# Task description
Going through the entries below, copy out each line that contains "setLineDash".

# Stored data entries
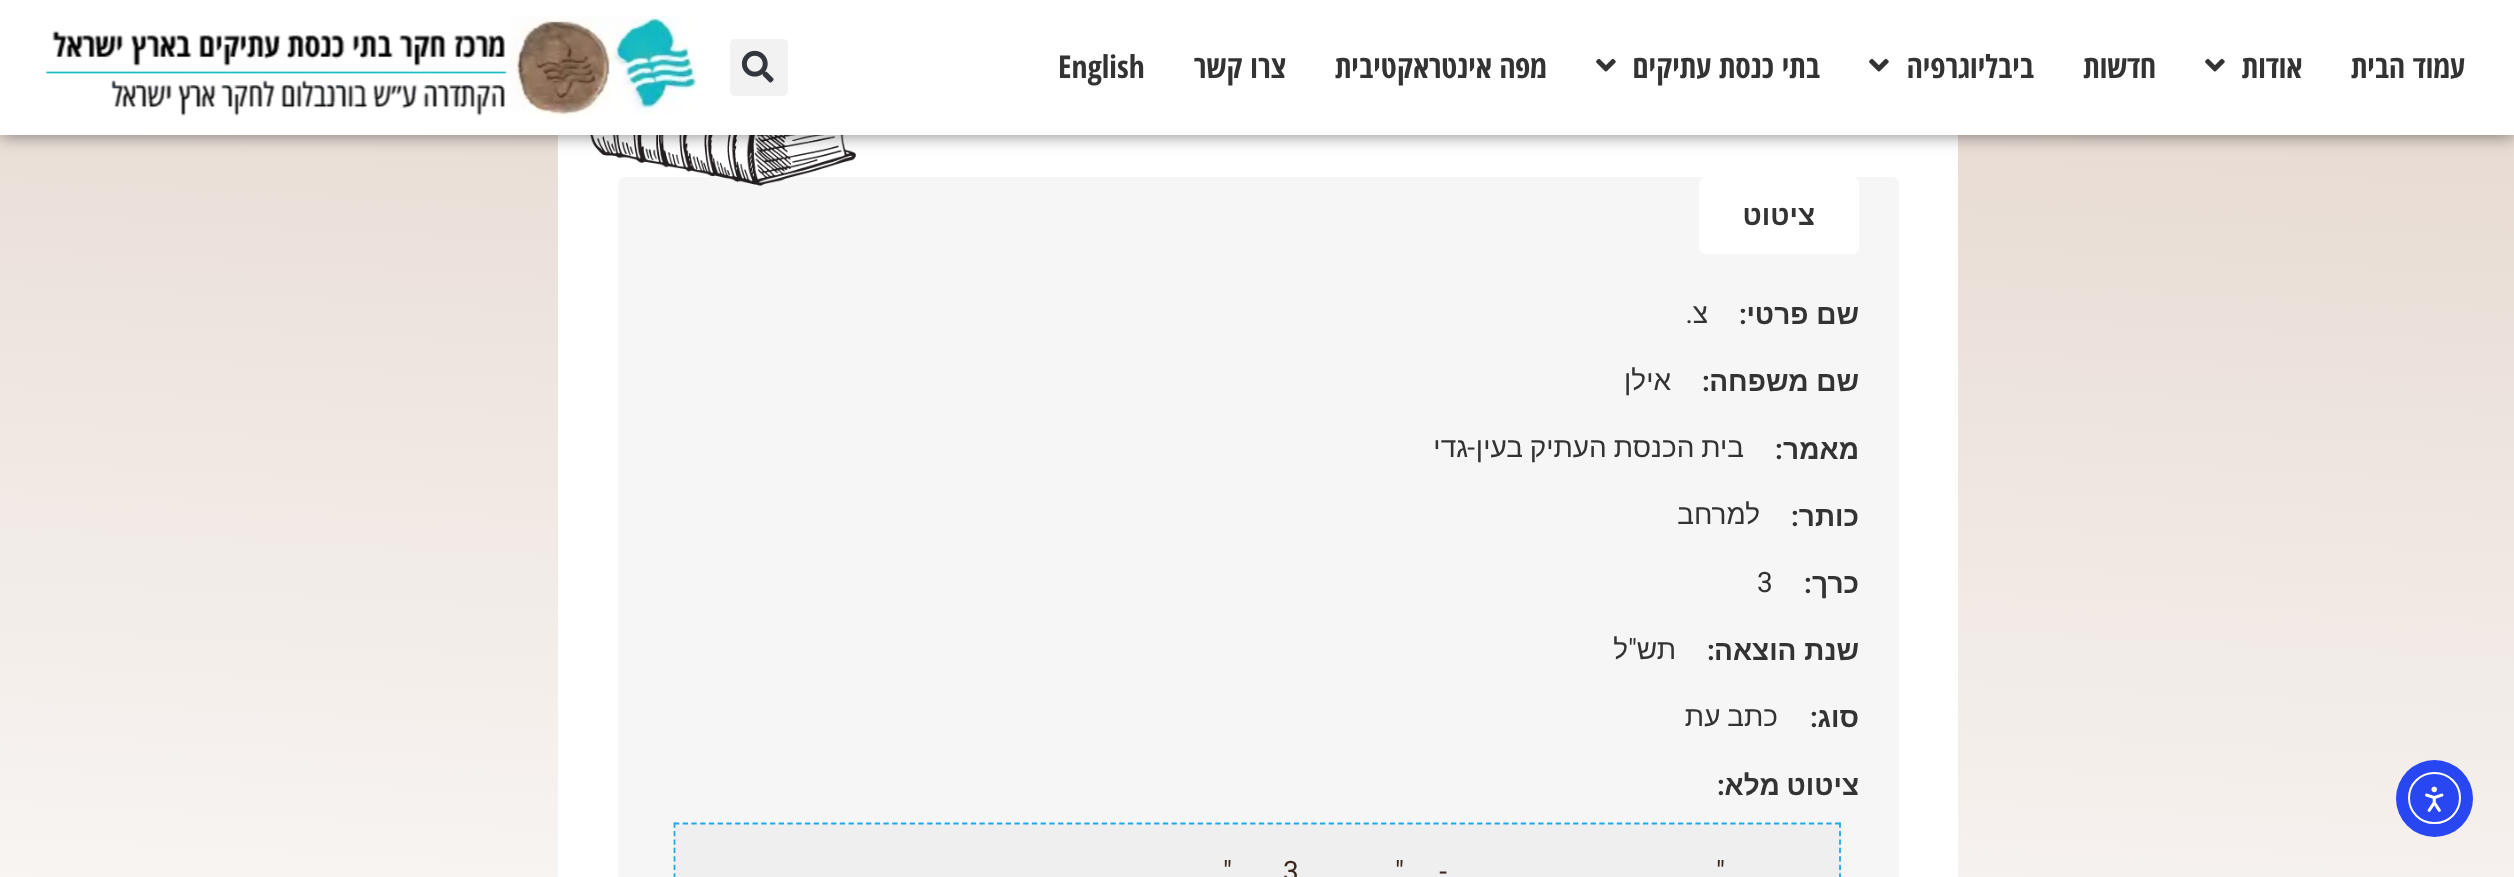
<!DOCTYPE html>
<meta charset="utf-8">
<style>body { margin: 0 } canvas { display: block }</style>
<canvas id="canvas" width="2514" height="877"></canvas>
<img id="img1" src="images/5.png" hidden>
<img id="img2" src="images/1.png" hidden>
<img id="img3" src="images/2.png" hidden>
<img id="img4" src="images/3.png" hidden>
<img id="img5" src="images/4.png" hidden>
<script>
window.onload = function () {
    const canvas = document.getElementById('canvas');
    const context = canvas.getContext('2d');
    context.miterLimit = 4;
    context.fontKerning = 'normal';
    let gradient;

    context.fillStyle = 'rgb(255, 255, 255)';
    context.fillRect(0, 0, 2514, 877);
    gradient = context.createLinearGradient(1333, -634, 1182, 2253);
    gradient.addColorStop(0, 'rgb(218, 199, 186)');
    gradient.addColorStop(0.67, 'rgb(255, 255, 255)');
    context.fillStyle = gradient;
    context.fillRect(0, 135, 2514, 742);
    context.fillStyle = 'rgb(255, 255, 255)';
    context.fillRect(558, 135, 1400, 742);
    context.fillStyle = 'rgb(246, 246, 246)';
    context.beginPath();
    context.roundRect(618, 177, 1281, 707, 7);
    context.fill();
    context.drawImage(document.getElementById('img1'), 590, 135, 266, 51);
    context.fillStyle = 'rgba(0, 0, 0, 0.5)';
    context.filter = 'blur(9px)';
    context.beginPath();
    context.rect(0, 0, 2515, 135);
    context.fill();
    context.filter = 'none';
    context.fillStyle = 'rgb(255, 255, 255)';
    context.fillRect(0, 0, 2514, 135);
    context.drawImage(document.getElementById('img2'), 2205, 58, 20, 14);
    context.drawImage(document.getElementById('img2'), 1869, 58, 20, 14);
    context.drawImage(document.getElementById('img2'), 1596, 58, 20, 14);
    context.fillStyle = 'rgb(242, 242, 242)';
    context.beginPath();
    context.roundRect(730, 39, 58, 57, 5);
    context.fill();
    context.drawImage(document.getElementById('img3'), 741, 50, 33, 33);
    context.drawImage(document.getElementById('img4'), 46, 16, 651, 101);
    context.fillStyle = 'rgb(40, 71, 243)';
    context.beginPath();
    context.arc(2434.5, 798.5, 38.5, 0, 2 * Math.PI);
    context.fill();
    context.beginPath();
    context.roundRect(2409, 773, 51, 50, 25);
    context.strokeStyle = 'rgb(255, 255, 255)';
    context.lineWidth = 2;
    context.stroke();
    context.drawImage(document.getElementById('img5'), 2425, 786, 19, 26);
    context.fillStyle = 'rgb(255, 255, 255)';
    context.beginPath();
    context.roundRect(1699, 177, 160, 77, 7);
    context.fill();
    context.fillStyle = 'rgb(239, 239, 239)';
    context.fillRect(674, 823, 1167, 54);
    context.beginPath();
    context.moveTo(674, 823.5);
    context.lineTo(1841, 823.5);
    context.strokeStyle = 'rgb(30, 170, 229)';
    context.lineWidth = 1.8;
    context.setLineDash([5.25, 3.48]);
    context.stroke();
    context.beginPath();
    context.moveTo(1840, 822.5);
    context.lineTo(1840, 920.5);
    context.setLineDash([5.25, 3.19]);
    context.stroke();
    context.beginPath();
    context.moveTo(674.5, 822.5);
    context.lineTo(674.5, 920.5);
    context.stroke();
    context.direction = 'rtl';
    context.font = 'bold 31.5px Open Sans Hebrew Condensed';
    context.fillStyle = 'rgb(51, 51, 51)';
    context.fillText('עמוד הבית', 2465, 78);
    context.fillText('אודות', 2302, 78);
    context.fillText('חדשות', 2156, 78);
    context.fillText('ביבליוגרפיה', 2034, 78);
    context.fillText('בתי כנסת עתיקים', 1820, 78);
    context.fillText('מפה אינטראקטיבית', 1547, 78);
    context.fillText('צרו קשר', 1286, 78);
    context.direction = 'ltr';
    context.fillText('English', 1058, 78);
    context.direction = 'rtl';
    context.font = 'bold 28px Liberation Sans';
    context.fillText('ציטוט', 1815, 225);
    context.fillText('שם פרטי', 1859, 324);
    context.font = 'bold 28px Roboto';
    context.fillText(':', 1747, 324);
    context.font = '28px Liberation Sans';
    context.fillText('צ', 1708, 323);
    context.font = '28px Roboto';
    context.fillText('.', 1693, 323);
    context.font = 'bold 28px Liberation Sans';
    context.fillText('שם משפחה', 1859, 391);
    context.font = 'bold 28px Roboto';
    context.fillText(':', 1710, 391);
    context.font = '28px Liberation Sans';
    context.fillText('אילן', 1671, 390);
    context.font = 'bold 28px Liberation Sans';
    context.fillText('מאמר', 1859, 459);
    context.font = 'bold 28px Roboto';
    context.fillText(':', 1783, 459);
    context.wordSpacing = '-1px';
    context.font = '28px Liberation Sans';
    context.fillText('בית הכנסת העתיק בעין', 1744, 457);
    context.wordSpacing = '0px';
    context.font = '28px Roboto';
    context.fillText('-', 1475, 457);
    context.font = '28px Liberation Sans';
    context.fillText('גדי', 1468, 457);
    context.font = 'bold 28px Liberation Sans';
    context.fillText('כותר', 1859, 526);
    context.font = 'bold 28px Roboto';
    context.fillText(':', 1799, 526);
    context.font = '28px Liberation Sans';
    context.fillText('למרחב', 1760, 524);
    context.font = 'bold 28px Liberation Sans';
    context.fillText('כרך', 1859, 593);
    context.font = 'bold 28px Roboto';
    context.fillText(':', 1812, 593);
    context.direction = 'ltr';
    context.font = '28px Roboto';
    context.fillText('3', 1757, 592);
    context.direction = 'rtl';
    context.font = 'bold 28px Liberation Sans';
    context.fillText('שנת הוצאה', 1859, 660);
    context.font = 'bold 28px Roboto';
    context.fillText(':', 1715, 660);
    context.font = '28px Liberation Sans';
    context.fillText('תש', 1676, 659);
    context.font = '28px Roboto';
    context.fillText('"', 1637, 659);
    context.font = '28px Liberation Sans';
    context.fillText('ל', 1628, 659);
    context.font = 'bold 28px Liberation Sans';
    context.fillText('סוג', 1859, 727);
    context.font = 'bold 28px Roboto';
    context.fillText(':', 1818, 727);
    context.wordSpacing = '-1px';
    context.font = '28px Liberation Sans';
    context.fillText('כתב עת', 1778, 726);
    context.font = 'bold 28px Liberation Sans';
    context.fillText('ציטוט מלא', 1859, 795);
    context.wordSpacing = '0px';
    context.font = 'bold 28px Roboto';
    context.fillText(':', 1725, 795);
    context.font = '28px Roboto';
    context.fillStyle = 'rgb(60, 40, 32)';
    context.fillText('"', 1725, 881);
    context.fillText('"', 1404, 881);
    context.direction = 'ltr';
    context.fillText('3', 1283, 881);
    context.direction = 'rtl';
    context.fillText('"', 1232, 881);
    context.fillText('-', 1447, 881);
};
</script>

# Answer for the task
    context.setLineDash([5.25, 3.48]);
    context.setLineDash([5.25, 3.19]);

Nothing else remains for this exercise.